■ **ACTIVITY**
Your copy should repeat each record exactly and contain none of the pictures.

■ **MATERIAL PROVIDED**
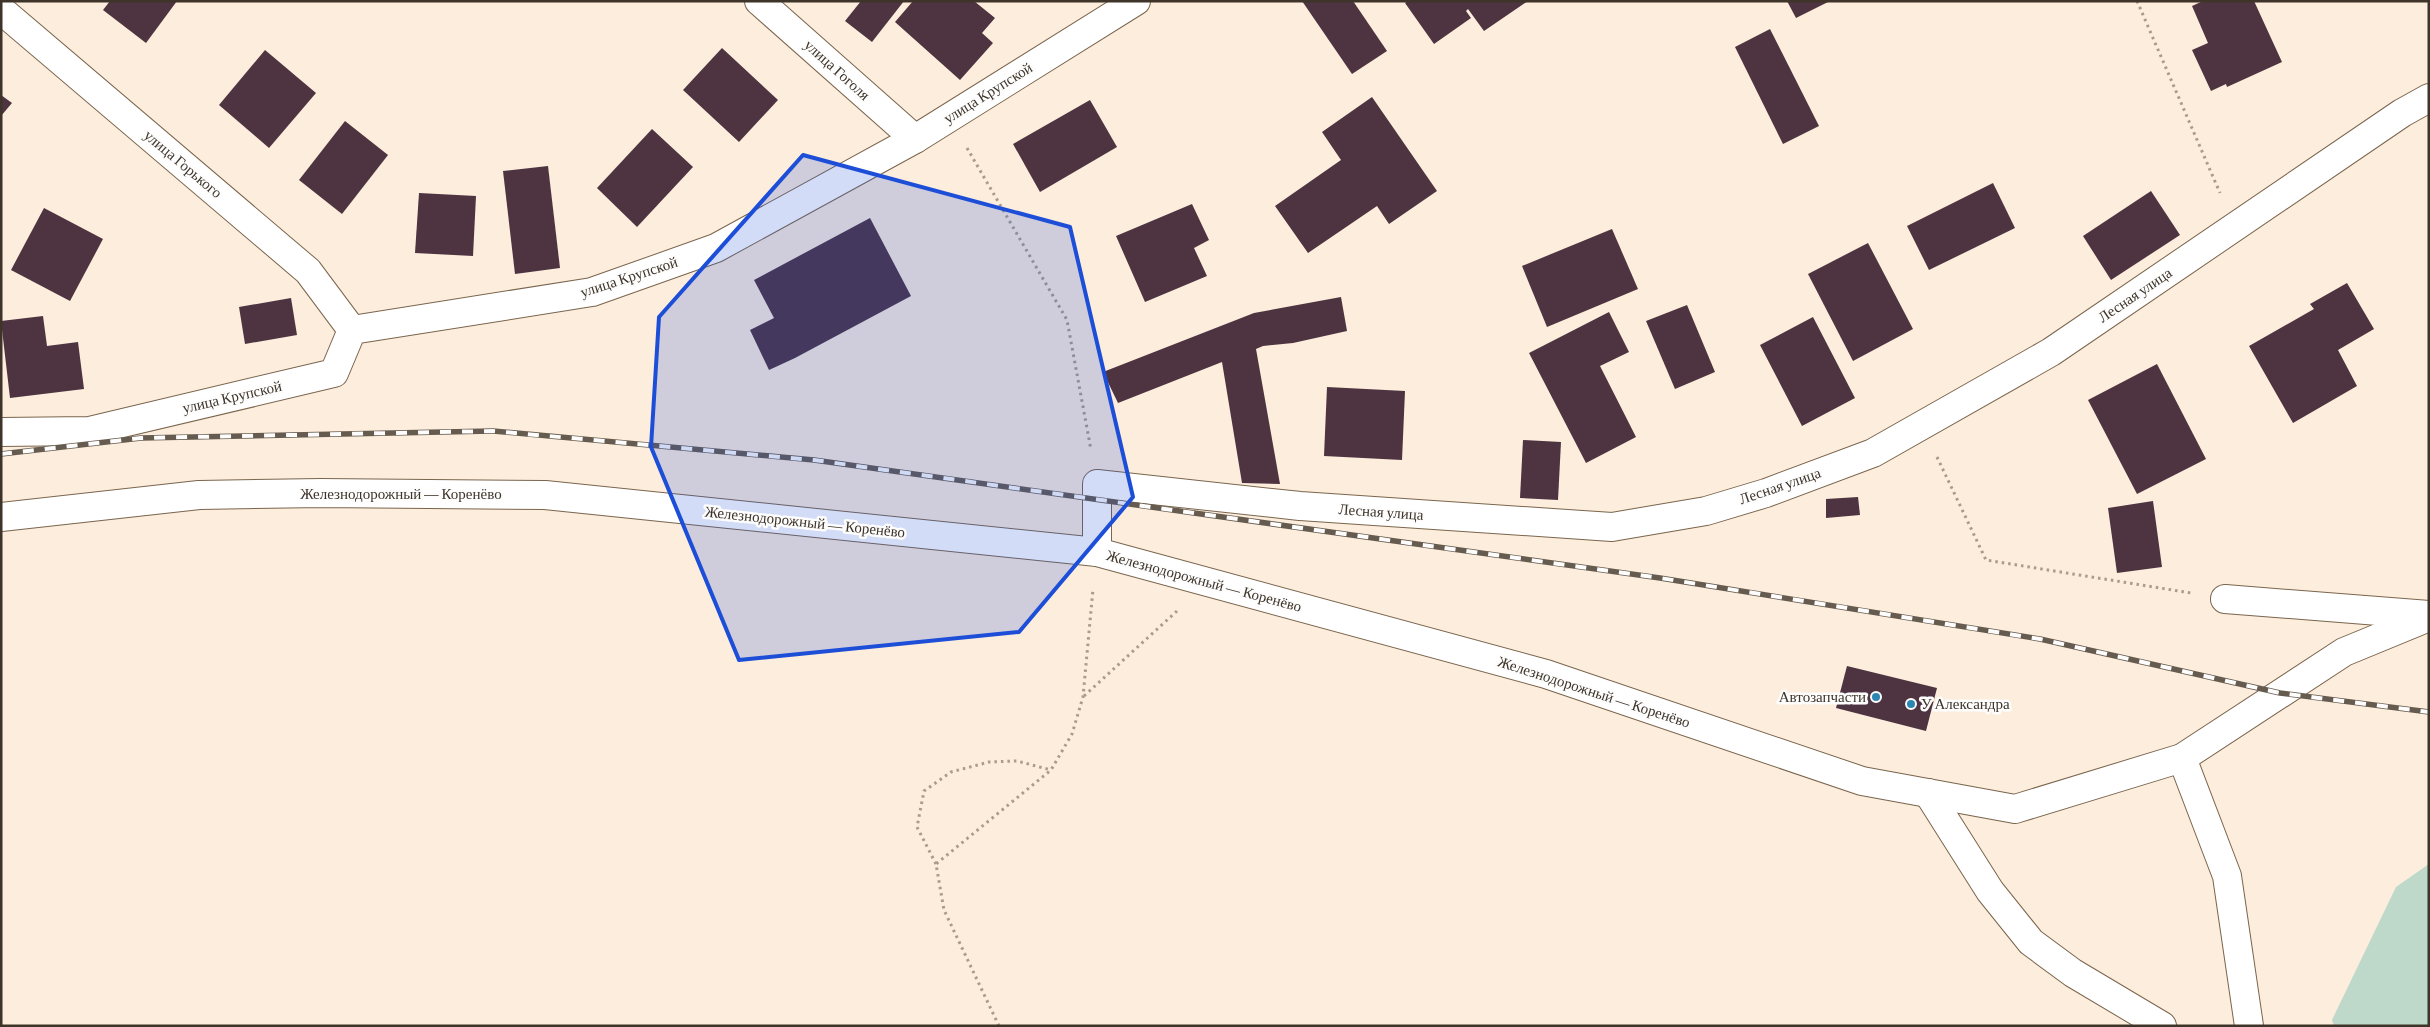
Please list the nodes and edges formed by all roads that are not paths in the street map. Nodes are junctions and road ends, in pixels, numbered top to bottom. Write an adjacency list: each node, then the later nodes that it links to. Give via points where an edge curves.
1 (759, 1): 5 (street, улица Гоголя)
2 (1136, 1): 5 (street, улица Крупской)
3 (1, 10): 6 (street, улица Горького, via 308,271)
4 (2429, 98): 9 (street, Лесная улица, via 2402,113 2051,352 1872,453 1766,493 1706,511 1612,527 1300,506 1097,484)
5 (915, 139): 6 (street, улица Крупской, via 716,248 592,292)
6 (352, 330): 7 (street, улица Крупской, via 334,374 89,431)
7 (1, 432)
8 (1, 517): 9 (street, Железнодорожный — Коренёво, via 199,495 546,495)
9 (1096, 552): 13 (street, Железнодорожный — Коренёво, via 1546,674 1862,781)
10 (2226, 599): 11 (street)
11 (2429, 616): 12 (street, Железнодорожный — Коренёво, via 2344,652)
12 (2182, 758): 13 (street, Железнодорожный — Коренёво, via 2016,810); 15 (street, via 2227,876)
13 (1928, 793): 14 (street, via 1990,891 2031,942 2073,973)
14 (2162, 1026)
15 (2249, 1026)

■ **FINISHED EXERCISE**
Please list the nodes and edges formed by all roads that are not paths in the street map. Nodes are junctions and road ends, in pixels, numbered top to bottom. Write an adjacency list: each node, then the later nodes that it links to. Give via points where an edge curves.
1 (759, 1): 5 (street, улица Гоголя)
2 (1136, 1): 5 (street, улица Крупской)
3 (1, 10): 6 (street, улица Горького, via 308,271)
4 (2429, 98): 9 (street, Лесная улица, via 2402,113 2051,352 1872,453 1766,493 1706,511 1612,527 1300,506 1097,484)
5 (915, 139): 6 (street, улица Крупской, via 716,248 592,292)
6 (352, 330): 7 (street, улица Крупской, via 334,374 89,431)
7 (1, 432)
8 (1, 517): 9 (street, Железнодорожный — Коренёво, via 199,495 546,495)
9 (1096, 552): 13 (street, Железнодорожный — Коренёво, via 1546,674 1862,781)
10 (2226, 599): 11 (street)
11 (2429, 616): 12 (street, Железнодорожный — Коренёво, via 2344,652)
12 (2182, 758): 13 (street, Железнодорожный — Коренёво, via 2016,810); 15 (street, via 2227,876)
13 (1928, 793): 14 (street, via 1990,891 2031,942 2073,973)
14 (2162, 1026)
15 (2249, 1026)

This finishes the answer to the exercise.